Exercise materials ▸
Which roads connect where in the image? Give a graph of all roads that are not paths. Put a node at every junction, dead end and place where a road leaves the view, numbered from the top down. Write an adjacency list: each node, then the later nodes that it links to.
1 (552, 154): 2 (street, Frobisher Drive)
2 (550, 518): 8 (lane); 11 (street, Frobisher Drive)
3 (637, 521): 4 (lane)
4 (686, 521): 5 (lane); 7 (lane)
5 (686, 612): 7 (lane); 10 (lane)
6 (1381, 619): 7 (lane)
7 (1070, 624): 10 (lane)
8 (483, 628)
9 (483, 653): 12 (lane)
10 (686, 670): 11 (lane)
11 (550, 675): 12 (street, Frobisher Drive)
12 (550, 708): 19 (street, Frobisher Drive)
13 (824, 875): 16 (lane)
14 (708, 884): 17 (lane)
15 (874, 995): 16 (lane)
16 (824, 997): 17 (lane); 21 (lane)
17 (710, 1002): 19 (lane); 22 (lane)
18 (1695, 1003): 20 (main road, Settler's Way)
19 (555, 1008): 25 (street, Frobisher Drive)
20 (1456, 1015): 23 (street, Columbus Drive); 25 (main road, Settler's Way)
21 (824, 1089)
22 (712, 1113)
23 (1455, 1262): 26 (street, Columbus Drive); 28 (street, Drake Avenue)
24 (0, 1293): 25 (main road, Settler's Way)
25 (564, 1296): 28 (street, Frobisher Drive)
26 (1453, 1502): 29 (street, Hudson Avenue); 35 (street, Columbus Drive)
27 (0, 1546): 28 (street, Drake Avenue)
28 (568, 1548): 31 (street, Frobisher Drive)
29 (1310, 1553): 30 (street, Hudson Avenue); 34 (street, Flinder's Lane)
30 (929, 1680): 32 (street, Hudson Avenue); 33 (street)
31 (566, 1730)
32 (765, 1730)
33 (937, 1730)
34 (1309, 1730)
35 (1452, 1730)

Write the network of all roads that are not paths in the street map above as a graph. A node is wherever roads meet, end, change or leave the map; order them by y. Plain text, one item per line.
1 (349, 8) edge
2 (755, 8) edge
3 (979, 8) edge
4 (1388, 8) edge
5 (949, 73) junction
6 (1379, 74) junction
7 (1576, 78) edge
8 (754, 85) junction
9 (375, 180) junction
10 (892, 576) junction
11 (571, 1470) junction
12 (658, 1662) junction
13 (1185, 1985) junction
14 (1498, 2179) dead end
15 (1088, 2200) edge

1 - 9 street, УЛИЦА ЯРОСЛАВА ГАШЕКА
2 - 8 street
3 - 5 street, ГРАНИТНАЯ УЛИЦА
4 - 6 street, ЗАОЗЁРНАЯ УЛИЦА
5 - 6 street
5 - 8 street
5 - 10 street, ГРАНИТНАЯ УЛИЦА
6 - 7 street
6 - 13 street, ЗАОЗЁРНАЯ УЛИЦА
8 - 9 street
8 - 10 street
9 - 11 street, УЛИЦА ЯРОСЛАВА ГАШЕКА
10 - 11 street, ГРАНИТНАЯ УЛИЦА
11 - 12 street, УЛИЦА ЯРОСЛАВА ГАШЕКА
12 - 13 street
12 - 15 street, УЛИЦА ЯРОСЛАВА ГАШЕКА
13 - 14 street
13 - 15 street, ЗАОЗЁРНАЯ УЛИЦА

To do ▸
Go through the listing above and reproduce all of it exactly.

Solution to the exercise ▸
Which roads connect where in the image? Give a graph of all roads that are not paths. Put a node at every junction, dead end and place where a road leaves the view, numbered from the top down. Write an adjacency list: each node, then the later nodes that it links to.
1 (552, 154): 2 (street, Frobisher Drive)
2 (550, 518): 8 (lane); 11 (street, Frobisher Drive)
3 (637, 521): 4 (lane)
4 (686, 521): 5 (lane); 7 (lane)
5 (686, 612): 7 (lane); 10 (lane)
6 (1381, 619): 7 (lane)
7 (1070, 624): 10 (lane)
8 (483, 628)
9 (483, 653): 12 (lane)
10 (686, 670): 11 (lane)
11 (550, 675): 12 (street, Frobisher Drive)
12 (550, 708): 19 (street, Frobisher Drive)
13 (824, 875): 16 (lane)
14 (708, 884): 17 (lane)
15 (874, 995): 16 (lane)
16 (824, 997): 17 (lane); 21 (lane)
17 (710, 1002): 19 (lane); 22 (lane)
18 (1695, 1003): 20 (main road, Settler's Way)
19 (555, 1008): 25 (street, Frobisher Drive)
20 (1456, 1015): 23 (street, Columbus Drive); 25 (main road, Settler's Way)
21 (824, 1089)
22 (712, 1113)
23 (1455, 1262): 26 (street, Columbus Drive); 28 (street, Drake Avenue)
24 (0, 1293): 25 (main road, Settler's Way)
25 (564, 1296): 28 (street, Frobisher Drive)
26 (1453, 1502): 29 (street, Hudson Avenue); 35 (street, Columbus Drive)
27 (0, 1546): 28 (street, Drake Avenue)
28 (568, 1548): 31 (street, Frobisher Drive)
29 (1310, 1553): 30 (street, Hudson Avenue); 34 (street, Flinder's Lane)
30 (929, 1680): 32 (street, Hudson Avenue); 33 (street)
31 (566, 1730)
32 (765, 1730)
33 (937, 1730)
34 (1309, 1730)
35 (1452, 1730)

Write the network of all roads that are not paths in the street map above as a graph. A node is wherever roads meet, end, change or leave the map; order them by y. Plain text, one item per line.
1 (349, 8) edge
2 (755, 8) edge
3 (979, 8) edge
4 (1388, 8) edge
5 (949, 73) junction
6 (1379, 74) junction
7 (1576, 78) edge
8 (754, 85) junction
9 (375, 180) junction
10 (892, 576) junction
11 (571, 1470) junction
12 (658, 1662) junction
13 (1185, 1985) junction
14 (1498, 2179) dead end
15 (1088, 2200) edge

1 - 9 street, УЛИЦА ЯРОСЛАВА ГАШЕКА
2 - 8 street
3 - 5 street, ГРАНИТНАЯ УЛИЦА
4 - 6 street, ЗАОЗЁРНАЯ УЛИЦА
5 - 6 street
5 - 8 street
5 - 10 street, ГРАНИТНАЯ УЛИЦА
6 - 7 street
6 - 13 street, ЗАОЗЁРНАЯ УЛИЦА
8 - 9 street
8 - 10 street
9 - 11 street, УЛИЦА ЯРОСЛАВА ГАШЕКА
10 - 11 street, ГРАНИТНАЯ УЛИЦА
11 - 12 street, УЛИЦА ЯРОСЛАВА ГАШЕКА
12 - 13 street
12 - 15 street, УЛИЦА ЯРОСЛАВА ГАШЕКА
13 - 14 street
13 - 15 street, ЗАОЗЁРНАЯ УЛИЦА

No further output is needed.